*** Begin section ***
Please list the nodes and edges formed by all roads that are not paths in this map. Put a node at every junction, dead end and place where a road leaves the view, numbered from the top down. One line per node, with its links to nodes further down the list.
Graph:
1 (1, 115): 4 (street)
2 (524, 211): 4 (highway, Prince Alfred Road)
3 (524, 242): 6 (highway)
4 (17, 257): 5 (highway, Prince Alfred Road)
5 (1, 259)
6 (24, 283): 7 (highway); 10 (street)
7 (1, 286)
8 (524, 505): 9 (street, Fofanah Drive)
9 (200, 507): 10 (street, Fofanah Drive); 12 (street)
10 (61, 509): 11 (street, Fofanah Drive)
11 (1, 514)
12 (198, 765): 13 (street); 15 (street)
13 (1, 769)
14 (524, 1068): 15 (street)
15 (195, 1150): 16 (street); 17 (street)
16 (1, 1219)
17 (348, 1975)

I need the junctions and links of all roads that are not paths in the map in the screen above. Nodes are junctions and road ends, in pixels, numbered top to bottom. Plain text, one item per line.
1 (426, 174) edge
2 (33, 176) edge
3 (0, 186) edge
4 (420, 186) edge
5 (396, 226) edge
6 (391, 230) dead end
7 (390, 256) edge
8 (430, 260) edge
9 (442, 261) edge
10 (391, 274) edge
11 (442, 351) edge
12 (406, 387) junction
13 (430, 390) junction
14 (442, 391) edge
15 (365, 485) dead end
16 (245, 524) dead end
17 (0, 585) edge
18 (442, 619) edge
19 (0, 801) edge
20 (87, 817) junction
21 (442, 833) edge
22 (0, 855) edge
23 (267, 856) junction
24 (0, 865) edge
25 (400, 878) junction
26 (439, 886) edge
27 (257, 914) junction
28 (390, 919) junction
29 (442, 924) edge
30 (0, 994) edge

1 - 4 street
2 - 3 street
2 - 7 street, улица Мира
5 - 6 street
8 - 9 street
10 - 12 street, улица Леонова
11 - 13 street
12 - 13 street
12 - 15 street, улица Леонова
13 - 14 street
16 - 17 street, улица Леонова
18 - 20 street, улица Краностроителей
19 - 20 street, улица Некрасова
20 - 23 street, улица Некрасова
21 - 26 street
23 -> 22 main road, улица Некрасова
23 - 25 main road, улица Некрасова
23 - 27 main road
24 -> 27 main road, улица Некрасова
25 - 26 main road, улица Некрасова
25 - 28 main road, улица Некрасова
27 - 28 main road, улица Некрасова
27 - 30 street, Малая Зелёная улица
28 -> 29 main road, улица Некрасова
*** End section ***
*** Begin section ***
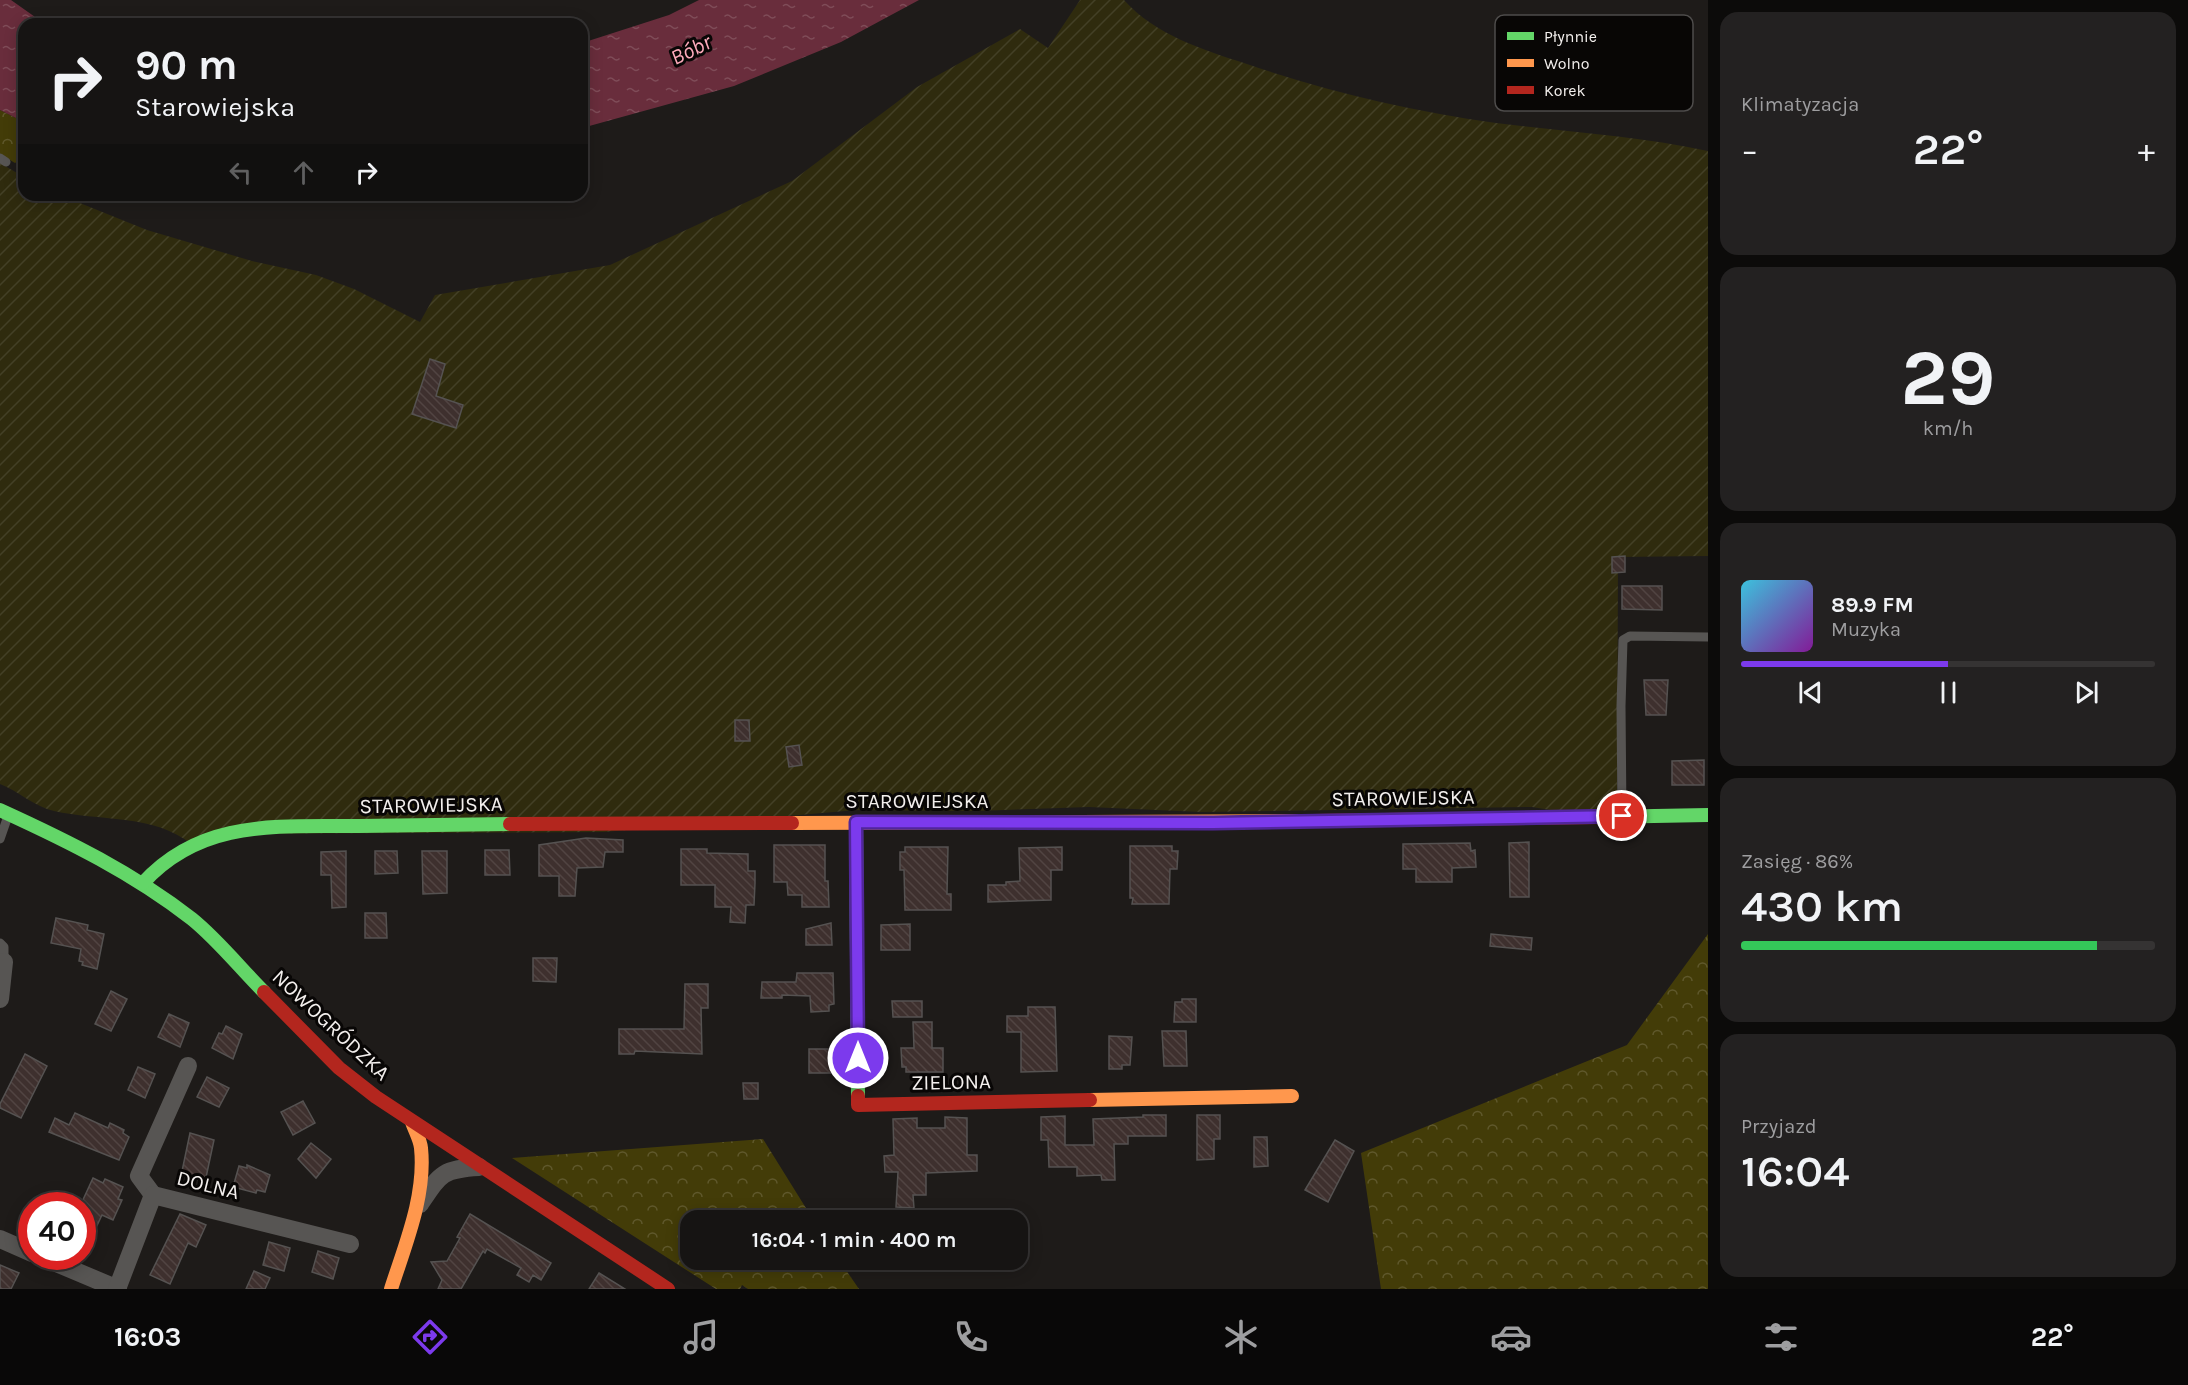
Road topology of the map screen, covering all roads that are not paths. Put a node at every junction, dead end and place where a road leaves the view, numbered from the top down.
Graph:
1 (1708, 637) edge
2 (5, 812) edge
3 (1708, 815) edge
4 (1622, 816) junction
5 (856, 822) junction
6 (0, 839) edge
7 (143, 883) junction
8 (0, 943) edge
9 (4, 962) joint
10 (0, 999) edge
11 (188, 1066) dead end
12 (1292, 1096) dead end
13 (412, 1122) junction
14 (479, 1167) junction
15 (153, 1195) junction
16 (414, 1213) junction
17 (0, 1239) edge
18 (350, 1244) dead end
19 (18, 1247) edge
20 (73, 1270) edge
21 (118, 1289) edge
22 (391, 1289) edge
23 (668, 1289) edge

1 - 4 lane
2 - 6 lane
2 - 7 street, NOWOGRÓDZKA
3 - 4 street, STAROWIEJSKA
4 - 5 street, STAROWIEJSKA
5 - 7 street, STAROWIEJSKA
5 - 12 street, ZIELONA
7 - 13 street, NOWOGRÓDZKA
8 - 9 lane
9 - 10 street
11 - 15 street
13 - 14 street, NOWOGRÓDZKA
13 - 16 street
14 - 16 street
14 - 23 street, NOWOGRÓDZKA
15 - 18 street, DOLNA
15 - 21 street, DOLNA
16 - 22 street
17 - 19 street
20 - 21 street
*** End section ***
**TASK OBJECTIVE:**
A single number is the answer: the number of lines in the entries that contain "from".

**RESPONSE AREA:**
2